Good. Could you or Chris give an alternative equality
embedding? Would be useful also for the purposes of explaining
the new MT better.

>> I have not put the finer extensions of SCL like tuple variables
>> and integer  types in the embedding. Adding these should
>> be the next step after we agree on the basic embedding
>> (the one below or a modified form of it).
> 
> 
> Agreed, but let us first examine the relationship between seqvars and 
> explicit list constructions. If we can get this sorted out, there my be 
> a more universally acceptable mapping of the seqvar syntax into TFOL, 
> since the use of lists to endcode variadicity is widely familiar and 
> often used in a more or less ad-hoc fashion.

I have very little intuition about what people really expect
from seqvars, but IF it would be somehow possible to fulfill their
wishes with fixed-arity tuples (of various arities) instead of lists,
I'd suggest the tuples any day. A more powerful and flexible
encoding tends to be much less efficient. In that sense
lists are not simple at all. Besides, all the induction issues
appear and people will be surprised seeing that SCL does not
solve the induction issues at all.

This said, we could of course survive lists if really necessary.

>> The side issue associated with this embedding (whether
>> exactly this one or, if modifications are proposed, the
>> modified version) is that IMHO the pure SCL semantics
>> should, in some sense, match the embedding. In case
>> the SCL semantics turns out to be principally different
>> from the embedding, then we should either change
>> the embedding or SCL semantics.
> 
> 
> Agreed.
> 
> BTW, there is another possible relationship between SCL and SFOL 
> reasoners which use unification: tweak the unification so that it calls 
> itself recursively on the relation/function position of every atom or 
> term, just as it does on all other positions. 

Doable in principle, but see the following:

> This is a very small 
> change to the code in most cases (any optimizations which depend on the 
> presence of a relation or function name can still be used, but are 
> called out only after a suitable check for the presence of a name)
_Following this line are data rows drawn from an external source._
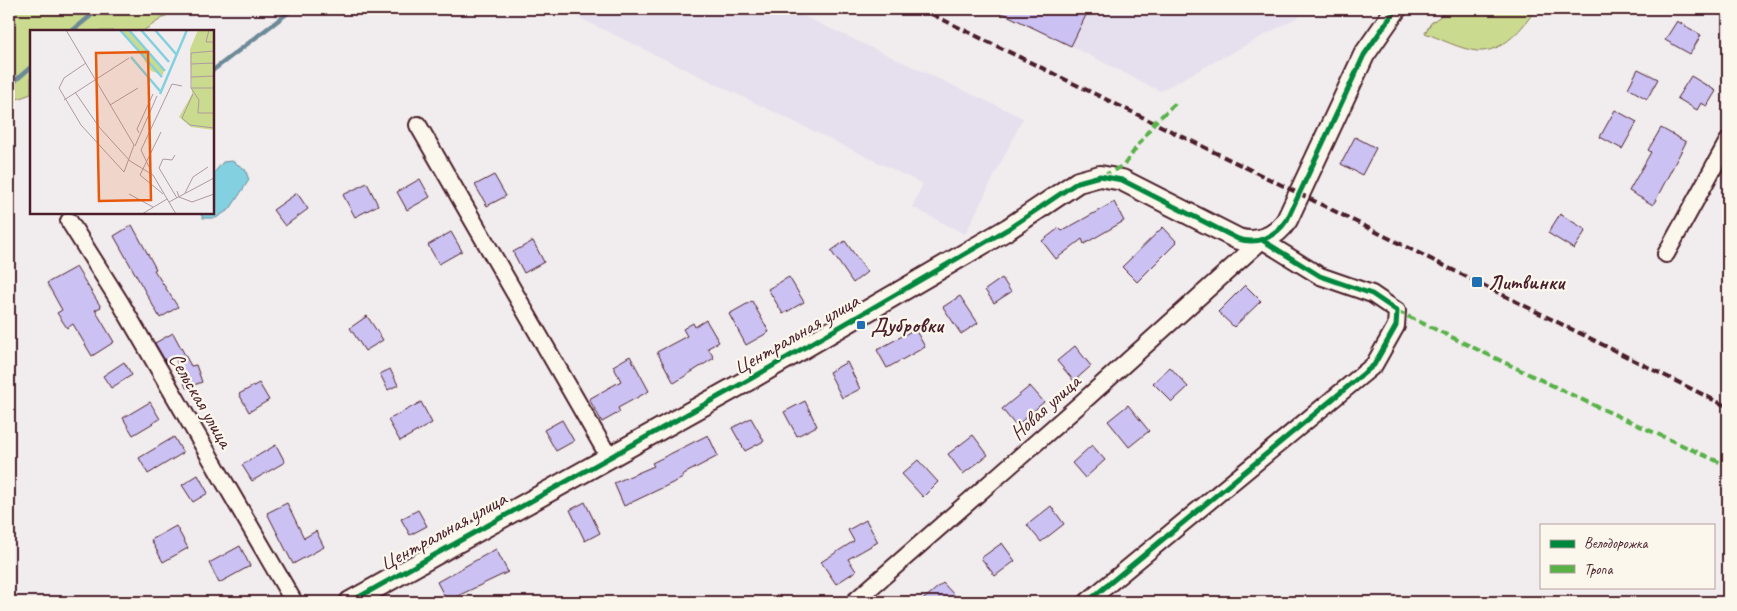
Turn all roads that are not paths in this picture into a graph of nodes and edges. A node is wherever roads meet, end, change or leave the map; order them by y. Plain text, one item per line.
1 (1396, 9) edge
2 (418, 125) dead end
3 (1728, 141) edge
4 (69, 221) dead end
5 (1262, 240) junction
6 (1666, 254) dead end
7 (609, 457) junction
8 (294, 602) edge
9 (350, 602) edge
10 (854, 602) edge
11 (1087, 602) edge

1 - 5 street
2 - 7 street
3 - 6 street
4 - 8 street, Сельская улица
5 - 7 street, Центральная улица
5 - 10 street, Новая улица
5 - 11 street
7 - 9 street, Центральная улица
I do seriously doubt that "it is a very simple change". It could be a
simple change for NAIVE provers written by undergraduate students as a
coursework but almost all serious provers rely on a large number of 
highly specialised index structures, additional data encodings, etc, all
of which would be immediately broken if the first element of a term
is not a constant. This would mean that most of the core code is
fundamentally broken and beyond repair.

Now, even if you do a reimplementation, ALL THE NEEDS of indexes
and additional data encodings STILL REMAIN, hence you will basically
implement the App/Holds kind of functions anyway in your code, even
if they are hidden from the user of the system.

To summarise: AFAIK in case the function/predicate symbol of a term
may be an arbitrary term, then, implementation-wise you cannot
create a much better solution than just using the app/holds functions
in the prover.

. The
> result still works as before for SFOL, but is also complete for SCL just 
> when it was formerly complete for SFOL, (and for the very same reasons, 
> since this bears the same relationship to the SCL Herbrand universe that 
> traditional unification does to the SFOL Herbrand universe) and no 
> transmogrification is required. I would suggest that this should be our 
> recommended practice for SCL implementers, and that the mapping style 
> you suggest should be considered an interim stop-gap for those who wish 
> to use legacy code.

Even if this scenario materialises (it just might, who knows) it will
take a lot of time. Our immediate worry should be not to
alienate other people in near term. What matters is whether a sufficient 
number of people ('sufficient' means a pretty small number anyway :-)
would be ready to use SCL at all - create the translators, reasoners, etc.

This, like introduction of mostly anything new, means that we should
do absolutely anything we can to lower the entry barrier.